StatsbyLopez used two statistics to assess predictive accuracy: mean absolute error (MAE) and mean squared error (MSE). The first is the average of the distance between each team’s projected and observed win totals. The second is the average of the square of those distances. MAE is a little easier to interpret—on average, how far off was each team’s projected win total?—while MSE punishes larger errors more than the first, which is nice if you care about how noisy your predictions are. StatsbyLopez used those stats to compare five sets of statistical predictions to the preseason betting line (Vegas) and a couple of simple benchmarks: last year’s win totals and a naive forecast of eight wins for everyone, which is what you’d expect to get if you just flipped a coin to pick winners.

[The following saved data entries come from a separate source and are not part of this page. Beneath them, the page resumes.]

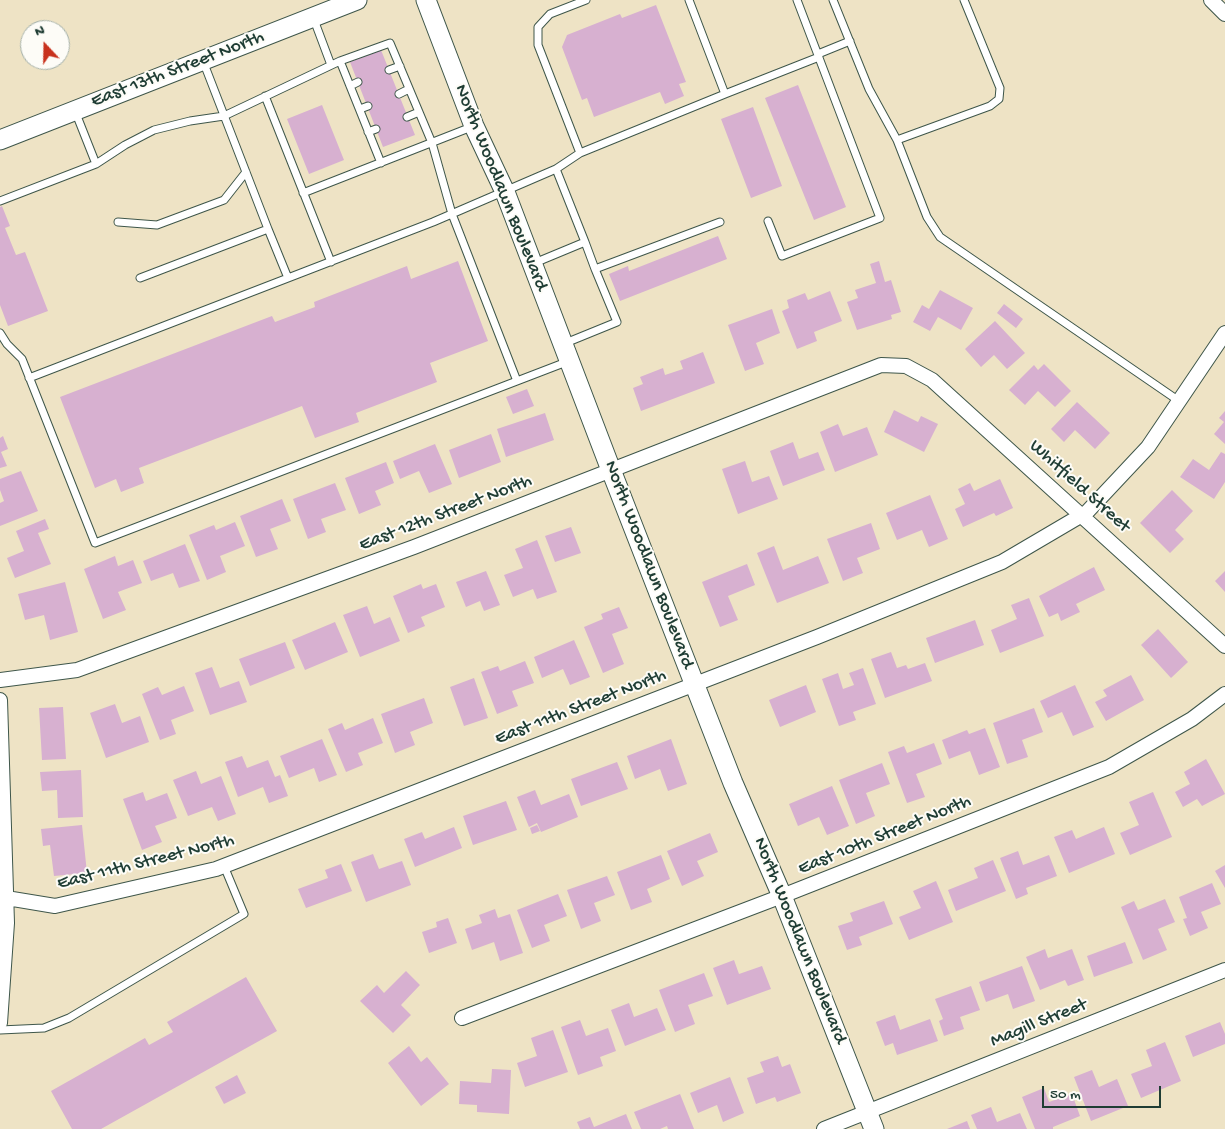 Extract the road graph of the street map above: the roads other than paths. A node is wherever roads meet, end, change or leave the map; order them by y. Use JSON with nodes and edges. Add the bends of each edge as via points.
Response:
{"nodes":[{"id":1,"x":357,"y":0,"type":"edge"},
{"id":2,"x":426,"y":0,"type":"edge"},
{"id":3,"x":586,"y":0,"type":"edge"},
{"id":4,"x":689,"y":0,"type":"edge"},
{"id":5,"x":797,"y":0,"type":"edge"},
{"id":6,"x":833,"y":0,"type":"edge"},
{"id":7,"x":964,"y":0,"type":"edge"},
{"id":8,"x":1211,"y":0,"type":"edge"},
{"id":9,"x":1225,"y":14,"type":"edge"},
{"id":10,"x":313,"y":17,"type":"junction"},
{"id":11,"x":850,"y":41,"type":"junction"},
{"id":12,"x":818,"y":55,"type":"junction"},
{"id":13,"x":202,"y":61,"type":"junction"},
{"id":14,"x":340,"y":61,"type":"junction"},
{"id":15,"x":331,"y":65,"type":"junction"},
{"id":16,"x":400,"y":66,"type":"junction"},
{"id":17,"x":389,"y":70,"type":"dead end"},
{"id":18,"x":358,"y":82,"type":"dead end"},
{"id":19,"x":350,"y":86,"type":"junction"},
{"id":20,"x":409,"y":89,"type":"junction"},
{"id":21,"x":399,"y":94,"type":"dead end"},
{"id":22,"x":725,"y":94,"type":"junction"},
{"id":23,"x":265,"y":96,"type":"junction"},
{"id":24,"x":368,"y":106,"type":"dead end"},
{"id":25,"x":360,"y":109,"type":"junction"},
{"id":26,"x":75,"y":111,"type":"junction"},
{"id":27,"x":419,"y":112,"type":"junction"},
{"id":28,"x":224,"y":116,"type":"junction"},
{"id":29,"x":407,"y":117,"type":"dead end"},
{"id":30,"x":474,"y":126,"type":"junction"},
{"id":31,"x":376,"y":129,"type":"dead end"},
{"id":32,"x":368,"y":132,"type":"junction"},
{"id":33,"x":0,"y":140,"type":"edge"},
{"id":34,"x":897,"y":140,"type":"junction"},
{"id":35,"x":432,"y":143,"type":"junction"},
{"id":36,"x":580,"y":152,"type":"junction"},
{"id":37,"x":381,"y":163,"type":"junction"},
{"id":38,"x":96,"y":164,"type":"junction"},
{"id":39,"x":556,"y":169,"type":"junction"},
{"id":40,"x":246,"y":172,"type":"junction"},
{"id":41,"x":505,"y":192,"type":"junction"},
{"id":42,"x":303,"y":193,"type":"junction"},
{"id":43,"x":0,"y":201,"type":"edge"},
{"id":44,"x":452,"y":214,"type":"junction"},
{"id":45,"x":768,"y":221,"type":"dead end"},
{"id":46,"x":118,"y":222,"type":"dead end"},
{"id":47,"x":720,"y":222,"type":"dead end"},
{"id":48,"x":268,"y":229,"type":"junction"},
{"id":49,"x":585,"y":242,"type":"junction"},
{"id":50,"x":331,"y":262,"type":"junction"},
{"id":51,"x":532,"y":264,"type":"junction"},
{"id":52,"x":595,"y":269,"type":"junction"},
{"id":53,"x":140,"y":278,"type":"dead end"},
{"id":54,"x":288,"y":278,"type":"junction"},
{"id":55,"x":0,"y":334,"type":"edge"},
{"id":56,"x":1225,"y":334,"type":"edge"},
{"id":57,"x":566,"y":353,"type":"junction"},
{"id":58,"x":901,"y":366,"type":"joint"},
{"id":59,"x":29,"y":378,"type":"junction"},
{"id":60,"x":517,"y":381,"type":"junction"},
{"id":61,"x":1179,"y":401,"type":"junction"},
{"id":62,"x":611,"y":470,"type":"junction"},
{"id":63,"x":1082,"y":515,"type":"junction"},
{"id":64,"x":1225,"y":646,"type":"edge"},
{"id":65,"x":0,"y":680,"type":"edge"},
{"id":66,"x":694,"y":685,"type":"junction"},
{"id":67,"x":1225,"y":694,"type":"edge"},
{"id":68,"x":0,"y":700,"type":"edge"},
{"id":69,"x":224,"y":866,"type":"junction"},
{"id":70,"x":782,"y":896,"type":"junction"},
{"id":71,"x":3,"y":898,"type":"edge"},
{"id":72,"x":1225,"y":970,"type":"edge"},
{"id":73,"x":462,"y":1018,"type":"dead end"},
{"id":74,"x":0,"y":1023,"type":"edge"},
{"id":75,"x":0,"y":1030,"type":"edge"},
{"id":76,"x":871,"y":1120,"type":"edge"},
{"id":77,"x":824,"y":1129,"type":"edge"}],
"edges":[{"from":1,"to":10,"type":"main road","name":"East 13th Street North"},
{"from":2,"to":30,"type":"main road","name":"North Woodlawn Boulevard"},
{"from":3,"to":36,"type":"lane","via":[[550,14],[538,27],[538,45]]},
{"from":4,"to":22,"type":"lane"},
{"from":5,"to":12,"type":"lane"},
{"from":6,"to":11,"type":"lane"},
{"from":7,"to":34,"type":"lane","via":[[1000,88],[999,98],[990,106]]},
{"from":8,"to":9,"type":"street"},
{"from":10,"to":13,"type":"main road","name":"East 13th Street North"},
{"from":10,"to":15,"type":"lane"},
{"from":11,"to":12,"type":"lane"},
{"from":11,"to":34,"type":"lane","via":[[870,89]]},
{"from":12,"to":22,"type":"lane"},
{"from":12,"to":45,"type":"lane","via":[[880,218],[782,256]]},
{"from":13,"to":26,"type":"main road","name":"East 13th Street North"},
{"from":13,"to":28,"type":"lane"},
{"from":14,"to":15,"type":"lane"},
{"from":14,"to":16,"type":"lane","via":[[390,43]]},
{"from":14,"to":19,"type":"lane"},
{"from":15,"to":23,"type":"lane"},
{"from":16,"to":17,"type":"lane"},
{"from":16,"to":20,"type":"lane"},
{"from":18,"to":19,"type":"lane"},
{"from":19,"to":25,"type":"lane"},
{"from":20,"to":21,"type":"lane"},
{"from":20,"to":27,"type":"lane"},
{"from":22,"to":36,"type":"lane"},
{"from":23,"to":28,"type":"lane"},
{"from":23,"to":42,"type":"lane"},
{"from":24,"to":25,"type":"lane"},
{"from":25,"to":32,"type":"lane"},
{"from":26,"to":33,"type":"main road","name":"East 13th Street North"},
{"from":26,"to":38,"type":"lane"},
{"from":27,"to":29,"type":"lane"},
{"from":27,"to":35,"type":"lane"},
{"from":28,"to":38,"type":"lane","via":[[154,130]]},
{"from":28,"to":40,"type":"lane"},
{"from":30,"to":35,"type":"lane"},
{"from":30,"to":41,"type":"main road","name":"North Woodlawn Boulevard"},
{"from":31,"to":32,"type":"lane"},
{"from":32,"to":37,"type":"lane"},
{"from":34,"to":61,"type":"lane","via":[[927,217],[940,237]]},
{"from":35,"to":37,"type":"lane"},
{"from":35,"to":44,"type":"lane"},
{"from":36,"to":39,"type":"lane"},
{"from":37,"to":42,"type":"lane"},
{"from":38,"to":43,"type":"lane"},
{"from":39,"to":41,"type":"lane"},
{"from":39,"to":49,"type":"lane"},
{"from":40,"to":46,"type":"lane","via":[[224,200],[157,225]]},
{"from":40,"to":48,"type":"lane"},
{"from":41,"to":44,"type":"lane"},
{"from":41,"to":51,"type":"main road","name":"North Woodlawn Boulevard"},
{"from":42,"to":50,"type":"lane"},
{"from":44,"to":50,"type":"lane"},
{"from":44,"to":60,"type":"lane"},
{"from":47,"to":52,"type":"lane"},
{"from":48,"to":53,"type":"lane"},
{"from":48,"to":54,"type":"lane"},
{"from":49,"to":51,"type":"lane"},
{"from":49,"to":52,"type":"lane"},
{"from":50,"to":54,"type":"lane"},
{"from":51,"to":57,"type":"main road","name":"North Woodlawn Boulevard"},
{"from":52,"to":57,"type":"lane","via":[[616,322]]},
{"from":54,"to":59,"type":"lane"},
{"from":55,"to":59,"type":"lane","via":[[22,359]]},
{"from":56,"to":61,"type":"street","name":"East 11th Street North"},
{"from":57,"to":60,"type":"lane"},
{"from":57,"to":62,"type":"main road","name":"North Woodlawn Boulevard"},
{"from":58,"to":62,"type":"street","name":"East 12th Street North","via":[[881,365]]},
{"from":58,"to":63,"type":"street","name":"Whitfield Street","via":[[932,380]]},
{"from":59,"to":60,"type":"lane","via":[[95,543]]},
{"from":61,"to":63,"type":"street","name":"East 11th Street North","via":[[1148,447]]},
{"from":62,"to":65,"type":"street","name":"East 12th Street North","via":[[414,547],[77,670]]},
{"from":62,"to":66,"type":"main road","name":"North Woodlawn Boulevard"},
{"from":63,"to":64,"type":"street","name":"Whitfield Street"},
{"from":63,"to":66,"type":"street","name":"East 11th Street North","via":[[1002,562]]},
{"from":66,"to":69,"type":"street","name":"East 11th Street North"},
{"from":66,"to":70,"type":"main road","name":"North Woodlawn Boulevard"},
{"from":67,"to":70,"type":"street","name":"East 10th Street North","via":[[1192,719],[1109,767]]},
{"from":68,"to":71,"type":"street"},
{"from":69,"to":71,"type":"street","name":"East 11th Street North","via":[[55,906]]},
{"from":69,"to":75,"type":"lane","via":[[244,914],[69,1018],[44,1028]]},
{"from":70,"to":73,"type":"street","name":"East 10th Street North"},
{"from":70,"to":76,"type":"main road","name":"North Woodlawn Boulevard"},
{"from":71,"to":74,"type":"street","via":[[7,923]]},
{"from":72,"to":76,"type":"street","name":"Magill Street"},
{"from":76,"to":77,"type":"street","name":"Magill Street"}]}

Lopez’s post includes some nice column charts comparing those stats across sources, but it doesn’t include the stats themselves, so I’m going to have to eyeball his numbers and do the comparison in prose.
I summarized my forecasts two ways: 1) counts of the games each team had a better-than-even chance of winning, and 2) sums of each team’s predicted probabilities of winning.
- The MAE for my whole-game counts was 2.48—only a little bit better than the ultra-naive eight-wins-for-everyone prediction and worse than everything else, including just using last year’s win totals. The MSE for those counts was 8.89, still worse than everything except the simple eights. For comparison, the MAE and MSE for the Vegas predictions were roughly 2.0 and 6.0, respectively.
- The MAE for my sums was 2.31—about as good as the worst of the five “statsheads” Lopez considered, but still a shade worse than just carrying forward the 2013 win totals. The MSE for those summed win probabilities, however, was 7.05. That’s better than one of the sources Lopez considered and pretty close to two others, and it handily beats the two naive benchmarks.
To get a better sense of how large the errors in my forecasts were and how they were distributed, I also plotted the predicted and observed win totals by team. In the charts below, the black dots are the predictions, and the red dots are the observed results. The first plot uses the whole-game counts; the second the summed win probabilities. Teams are ordered from left to right according to their rank in the preseason wiki survey.
Substantively, those charts spotlight some things most football fans could already tell you: Dallas and Arizona were the biggest positive surprises of the 2014 regular season, while San Francisco, New Orleans, and Chicago were probably the biggest disappointments. Detroit and Buffalo also exceeded expectations, although only one of them made it to the postseason, while Tampa Bay, Tennessee, the NY Giants, and the Washington football team also under-performed.
Statistically, it’s interesting but not surprising that the summed win probabilities do markedly better than the whole-game counts. Pro football is a noisy game, and we throw out a lot of information about the uncertainty of each contest’s outcome when we convert those probabilities into binary win/lose calls. In essence, those binary calls are inherently overconfident, so the win counts they produce are, predictably, much noisier than the ones we get by summing the underlying probabilities.
In spite of its modest performance in 2014, I plan to repeat this exercise next year. The linear regression model I use to convert the survey results into game-level forecasts has home-field advantage and the survey scores as its only inputs. The 2014 version of that model was estimated from just a single prior season’s data, so doubling the size of the historical sample to 512 games will probably help a little. Like all survey results, my team-strength score depends on the pool of respondents, and I keep hoping to get a bigger and better-informed crowd to participate in that part of the exercise. And, most important, it’s fun!